Exercise details:
When you transcribe the listing that follows, keep every line exact and omit the pictures.

Source information:
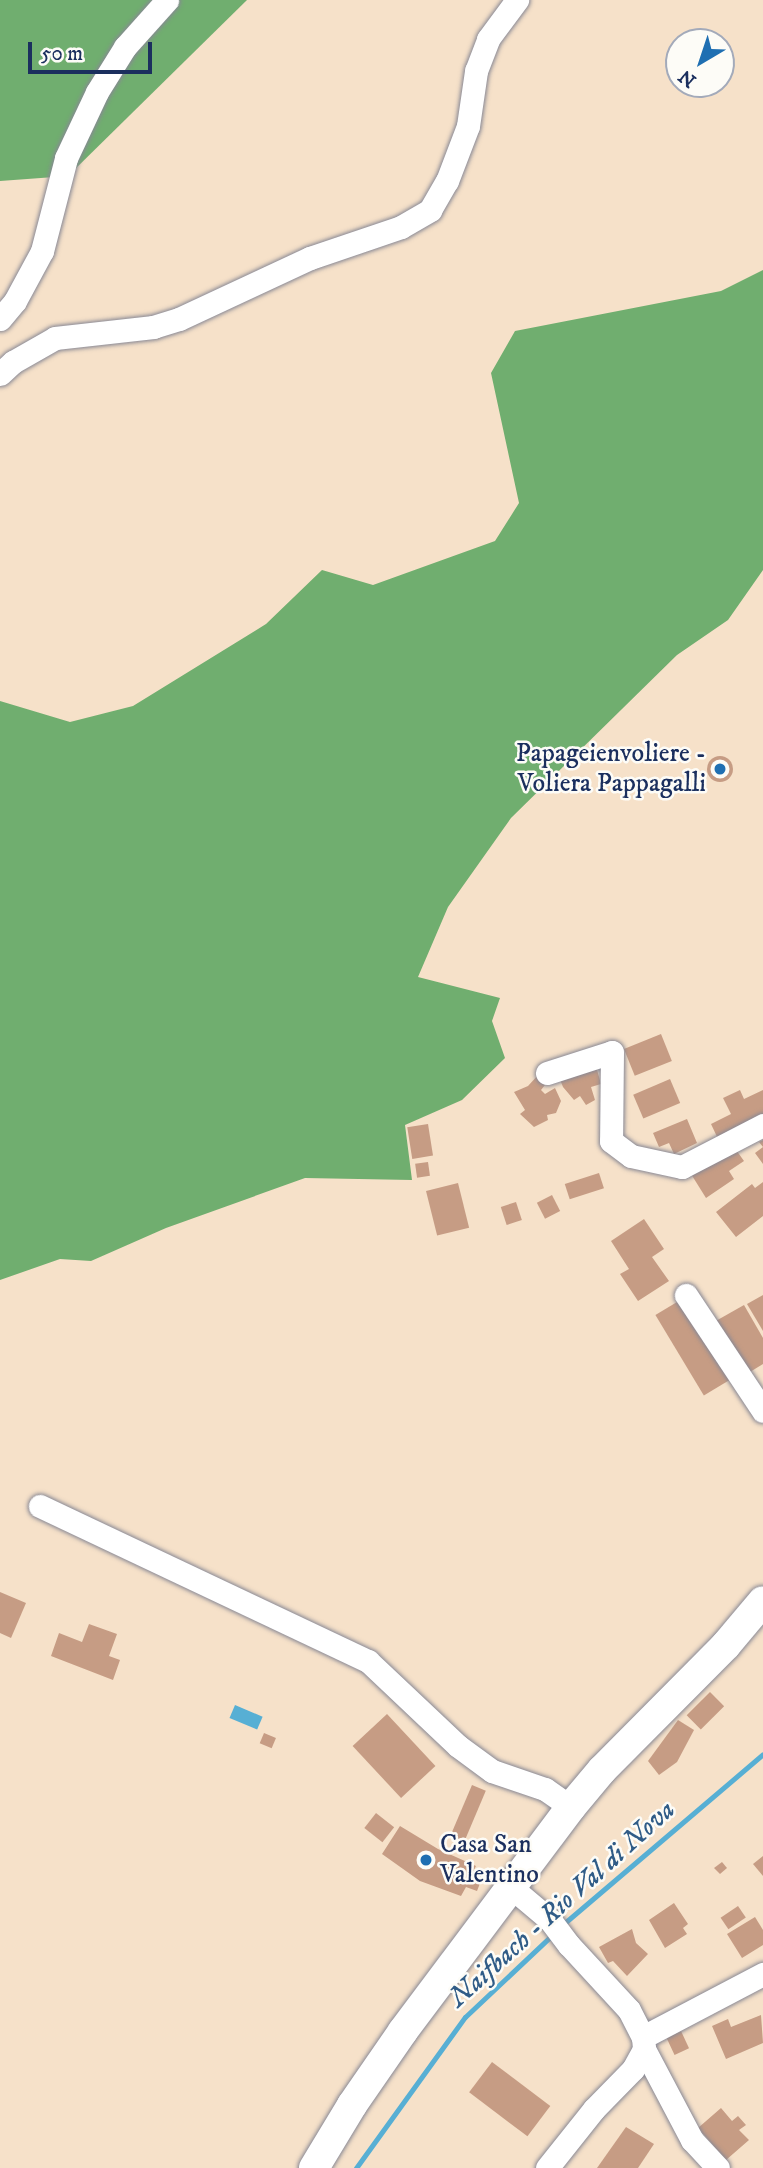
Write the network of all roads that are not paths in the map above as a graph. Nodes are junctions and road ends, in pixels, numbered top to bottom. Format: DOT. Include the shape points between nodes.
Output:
graph roads {
  1 [pos="167,0"];
  2 [pos="517,0"];
  3 [pos="0,319"];
  4 [pos="0,374"];
  5 [pos="547,1073"];
  6 [pos="763,1125"];
  7 [pos="686,1295"];
  8 [pos="763,1411"];
  9 [pos="40,1506"];
  10 [pos="763,1601"];
  11 [pos="571,1807"];
  12 [pos="512,1888"];
  13 [pos="763,1974"];
  14 [pos="643,2043"];
  15 [pos="314,2168"];
  16 [pos="547,2168"];
  17 [pos="718,2168"];
  1 -- 3 [label="street" via="125,47 97,92 66,158 42,251"];
  2 -- 4 [label="street" via="488,39 476,71 468,126 447,181 430,210 401,227 310,258 179,319 153,327 55,338"];
  5 -- 6 [label="street" via="612,1052 611,1141 631,1156 682,1167"];
  7 -- 8 [label="street"];
  9 -- 11 [label="street" via="368,1661 469,1755 492,1771 545,1789"];
  10 -- 11 [label="main road"];
  11 -- 12 [label="main road"];
  12 -- 14 [label="street" via="550,1920 629,2010"];
  12 -- 15 [label="main road" via="403,2031"];
  13 -- 14 [label="street"];
  14 -- 16 [label="street" via="633,2069"];
  14 -- 17 [label="street" via="692,2140"];
}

Result below:
Write the network of all roads that are not paths in the map above as a graph. Nodes are junctions and road ends, in pixels, numbered top to bottom. Format: DOT. Include the shape points between nodes.
Output:
graph roads {
  1 [pos="167,0"];
  2 [pos="517,0"];
  3 [pos="0,319"];
  4 [pos="0,374"];
  5 [pos="547,1073"];
  6 [pos="763,1125"];
  7 [pos="686,1295"];
  8 [pos="763,1411"];
  9 [pos="40,1506"];
  10 [pos="763,1601"];
  11 [pos="571,1807"];
  12 [pos="512,1888"];
  13 [pos="763,1974"];
  14 [pos="643,2043"];
  15 [pos="314,2168"];
  16 [pos="547,2168"];
  17 [pos="718,2168"];
  1 -- 3 [label="street" via="125,47 97,92 66,158 42,251"];
  2 -- 4 [label="street" via="488,39 476,71 468,126 447,181 430,210 401,227 310,258 179,319 153,327 55,338"];
  5 -- 6 [label="street" via="612,1052 611,1141 631,1156 682,1167"];
  7 -- 8 [label="street"];
  9 -- 11 [label="street" via="368,1661 469,1755 492,1771 545,1789"];
  10 -- 11 [label="main road"];
  11 -- 12 [label="main road"];
  12 -- 14 [label="street" via="550,1920 629,2010"];
  12 -- 15 [label="main road" via="403,2031"];
  13 -- 14 [label="street"];
  14 -- 16 [label="street" via="633,2069"];
  14 -- 17 [label="street" via="692,2140"];
}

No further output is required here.